## What you will do:
Below are records. Return each one exactly as written.

## Records from a dataset:

________

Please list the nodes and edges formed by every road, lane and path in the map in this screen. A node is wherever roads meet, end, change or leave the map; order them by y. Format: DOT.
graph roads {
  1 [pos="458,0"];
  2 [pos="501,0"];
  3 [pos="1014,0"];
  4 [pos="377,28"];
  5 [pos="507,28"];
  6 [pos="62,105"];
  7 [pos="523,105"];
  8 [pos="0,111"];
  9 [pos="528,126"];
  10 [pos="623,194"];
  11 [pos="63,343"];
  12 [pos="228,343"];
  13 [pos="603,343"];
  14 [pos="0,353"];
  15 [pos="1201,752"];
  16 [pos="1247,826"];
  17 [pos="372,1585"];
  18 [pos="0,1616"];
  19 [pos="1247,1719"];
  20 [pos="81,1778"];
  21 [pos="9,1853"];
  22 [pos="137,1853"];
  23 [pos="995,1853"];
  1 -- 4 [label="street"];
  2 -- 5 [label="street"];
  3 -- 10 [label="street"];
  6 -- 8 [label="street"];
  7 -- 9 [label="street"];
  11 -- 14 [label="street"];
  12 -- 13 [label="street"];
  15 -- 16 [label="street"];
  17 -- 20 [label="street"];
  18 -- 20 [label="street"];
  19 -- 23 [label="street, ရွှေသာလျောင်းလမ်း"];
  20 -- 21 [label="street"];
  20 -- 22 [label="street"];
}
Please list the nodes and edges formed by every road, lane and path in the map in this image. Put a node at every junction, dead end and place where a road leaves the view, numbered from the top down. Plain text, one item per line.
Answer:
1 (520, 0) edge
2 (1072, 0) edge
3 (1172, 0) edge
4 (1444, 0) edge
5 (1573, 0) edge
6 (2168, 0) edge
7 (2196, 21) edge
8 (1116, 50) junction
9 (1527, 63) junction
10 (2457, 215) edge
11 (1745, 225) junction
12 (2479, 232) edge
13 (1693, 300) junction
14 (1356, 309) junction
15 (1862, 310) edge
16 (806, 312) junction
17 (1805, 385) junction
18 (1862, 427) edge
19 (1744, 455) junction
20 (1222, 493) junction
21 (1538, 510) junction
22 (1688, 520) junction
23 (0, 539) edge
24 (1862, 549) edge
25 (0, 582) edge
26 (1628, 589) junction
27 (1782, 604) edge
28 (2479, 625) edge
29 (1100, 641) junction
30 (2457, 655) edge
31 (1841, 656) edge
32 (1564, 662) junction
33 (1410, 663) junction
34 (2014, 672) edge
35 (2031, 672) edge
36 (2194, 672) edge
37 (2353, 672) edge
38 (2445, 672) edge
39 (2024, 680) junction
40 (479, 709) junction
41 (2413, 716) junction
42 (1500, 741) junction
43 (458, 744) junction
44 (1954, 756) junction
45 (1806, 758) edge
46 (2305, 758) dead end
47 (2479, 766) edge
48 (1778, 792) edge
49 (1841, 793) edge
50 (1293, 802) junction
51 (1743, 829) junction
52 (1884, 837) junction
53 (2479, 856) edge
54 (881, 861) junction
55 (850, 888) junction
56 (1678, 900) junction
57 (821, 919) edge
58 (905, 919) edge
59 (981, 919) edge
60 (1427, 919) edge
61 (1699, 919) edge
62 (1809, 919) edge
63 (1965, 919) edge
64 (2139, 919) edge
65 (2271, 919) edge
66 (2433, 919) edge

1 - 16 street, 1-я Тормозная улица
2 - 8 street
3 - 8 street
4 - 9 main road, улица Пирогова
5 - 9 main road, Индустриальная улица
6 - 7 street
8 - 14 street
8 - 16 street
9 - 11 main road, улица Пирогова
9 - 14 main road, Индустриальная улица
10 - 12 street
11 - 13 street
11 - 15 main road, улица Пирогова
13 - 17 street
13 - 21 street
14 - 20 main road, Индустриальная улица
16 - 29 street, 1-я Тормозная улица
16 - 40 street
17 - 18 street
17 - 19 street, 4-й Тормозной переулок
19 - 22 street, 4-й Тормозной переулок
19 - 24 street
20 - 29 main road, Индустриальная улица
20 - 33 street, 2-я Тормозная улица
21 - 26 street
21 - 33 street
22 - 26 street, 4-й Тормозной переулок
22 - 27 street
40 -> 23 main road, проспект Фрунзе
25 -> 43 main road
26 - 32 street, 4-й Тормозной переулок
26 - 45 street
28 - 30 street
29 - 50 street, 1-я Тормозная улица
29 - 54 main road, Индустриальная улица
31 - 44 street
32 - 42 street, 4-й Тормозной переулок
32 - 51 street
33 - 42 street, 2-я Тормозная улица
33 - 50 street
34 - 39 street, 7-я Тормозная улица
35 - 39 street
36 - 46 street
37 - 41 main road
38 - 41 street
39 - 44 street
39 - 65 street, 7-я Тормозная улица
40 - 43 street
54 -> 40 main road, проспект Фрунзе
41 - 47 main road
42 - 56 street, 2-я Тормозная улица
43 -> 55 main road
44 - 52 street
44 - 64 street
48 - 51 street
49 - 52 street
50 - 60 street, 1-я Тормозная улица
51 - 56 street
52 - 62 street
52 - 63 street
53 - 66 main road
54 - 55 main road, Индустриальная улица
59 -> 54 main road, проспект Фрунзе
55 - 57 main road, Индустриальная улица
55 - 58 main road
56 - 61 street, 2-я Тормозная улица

________

## Solution to this task:
Please list the nodes and edges formed by every road, lane and path in the map in this screen. A node is wherever roads meet, end, change or leave the map; order them by y. Format: DOT.
graph roads {
  1 [pos="458,0"];
  2 [pos="501,0"];
  3 [pos="1014,0"];
  4 [pos="377,28"];
  5 [pos="507,28"];
  6 [pos="62,105"];
  7 [pos="523,105"];
  8 [pos="0,111"];
  9 [pos="528,126"];
  10 [pos="623,194"];
  11 [pos="63,343"];
  12 [pos="228,343"];
  13 [pos="603,343"];
  14 [pos="0,353"];
  15 [pos="1201,752"];
  16 [pos="1247,826"];
  17 [pos="372,1585"];
  18 [pos="0,1616"];
  19 [pos="1247,1719"];
  20 [pos="81,1778"];
  21 [pos="9,1853"];
  22 [pos="137,1853"];
  23 [pos="995,1853"];
  1 -- 4 [label="street"];
  2 -- 5 [label="street"];
  3 -- 10 [label="street"];
  6 -- 8 [label="street"];
  7 -- 9 [label="street"];
  11 -- 14 [label="street"];
  12 -- 13 [label="street"];
  15 -- 16 [label="street"];
  17 -- 20 [label="street"];
  18 -- 20 [label="street"];
  19 -- 23 [label="street, ရွှေသာလျောင်းလမ်း"];
  20 -- 21 [label="street"];
  20 -- 22 [label="street"];
}
Please list the nodes and edges formed by every road, lane and path in the map in this image. Put a node at every junction, dead end and place where a road leaves the view, numbered from the top down. Plain text, one item per line.
Answer:
1 (520, 0) edge
2 (1072, 0) edge
3 (1172, 0) edge
4 (1444, 0) edge
5 (1573, 0) edge
6 (2168, 0) edge
7 (2196, 21) edge
8 (1116, 50) junction
9 (1527, 63) junction
10 (2457, 215) edge
11 (1745, 225) junction
12 (2479, 232) edge
13 (1693, 300) junction
14 (1356, 309) junction
15 (1862, 310) edge
16 (806, 312) junction
17 (1805, 385) junction
18 (1862, 427) edge
19 (1744, 455) junction
20 (1222, 493) junction
21 (1538, 510) junction
22 (1688, 520) junction
23 (0, 539) edge
24 (1862, 549) edge
25 (0, 582) edge
26 (1628, 589) junction
27 (1782, 604) edge
28 (2479, 625) edge
29 (1100, 641) junction
30 (2457, 655) edge
31 (1841, 656) edge
32 (1564, 662) junction
33 (1410, 663) junction
34 (2014, 672) edge
35 (2031, 672) edge
36 (2194, 672) edge
37 (2353, 672) edge
38 (2445, 672) edge
39 (2024, 680) junction
40 (479, 709) junction
41 (2413, 716) junction
42 (1500, 741) junction
43 (458, 744) junction
44 (1954, 756) junction
45 (1806, 758) edge
46 (2305, 758) dead end
47 (2479, 766) edge
48 (1778, 792) edge
49 (1841, 793) edge
50 (1293, 802) junction
51 (1743, 829) junction
52 (1884, 837) junction
53 (2479, 856) edge
54 (881, 861) junction
55 (850, 888) junction
56 (1678, 900) junction
57 (821, 919) edge
58 (905, 919) edge
59 (981, 919) edge
60 (1427, 919) edge
61 (1699, 919) edge
62 (1809, 919) edge
63 (1965, 919) edge
64 (2139, 919) edge
65 (2271, 919) edge
66 (2433, 919) edge

1 - 16 street, 1-я Тормозная улица
2 - 8 street
3 - 8 street
4 - 9 main road, улица Пирогова
5 - 9 main road, Индустриальная улица
6 - 7 street
8 - 14 street
8 - 16 street
9 - 11 main road, улица Пирогова
9 - 14 main road, Индустриальная улица
10 - 12 street
11 - 13 street
11 - 15 main road, улица Пирогова
13 - 17 street
13 - 21 street
14 - 20 main road, Индустриальная улица
16 - 29 street, 1-я Тормозная улица
16 - 40 street
17 - 18 street
17 - 19 street, 4-й Тормозной переулок
19 - 22 street, 4-й Тормозной переулок
19 - 24 street
20 - 29 main road, Индустриальная улица
20 - 33 street, 2-я Тормозная улица
21 - 26 street
21 - 33 street
22 - 26 street, 4-й Тормозной переулок
22 - 27 street
40 -> 23 main road, проспект Фрунзе
25 -> 43 main road
26 - 32 street, 4-й Тормозной переулок
26 - 45 street
28 - 30 street
29 - 50 street, 1-я Тормозная улица
29 - 54 main road, Индустриальная улица
31 - 44 street
32 - 42 street, 4-й Тормозной переулок
32 - 51 street
33 - 42 street, 2-я Тормозная улица
33 - 50 street
34 - 39 street, 7-я Тормозная улица
35 - 39 street
36 - 46 street
37 - 41 main road
38 - 41 street
39 - 44 street
39 - 65 street, 7-я Тормозная улица
40 - 43 street
54 -> 40 main road, проспект Фрунзе
41 - 47 main road
42 - 56 street, 2-я Тормозная улица
43 -> 55 main road
44 - 52 street
44 - 64 street
48 - 51 street
49 - 52 street
50 - 60 street, 1-я Тормозная улица
51 - 56 street
52 - 62 street
52 - 63 street
53 - 66 main road
54 - 55 main road, Индустриальная улица
59 -> 54 main road, проспект Фрунзе
55 - 57 main road, Индустриальная улица
55 - 58 main road
56 - 61 street, 2-я Тормозная улица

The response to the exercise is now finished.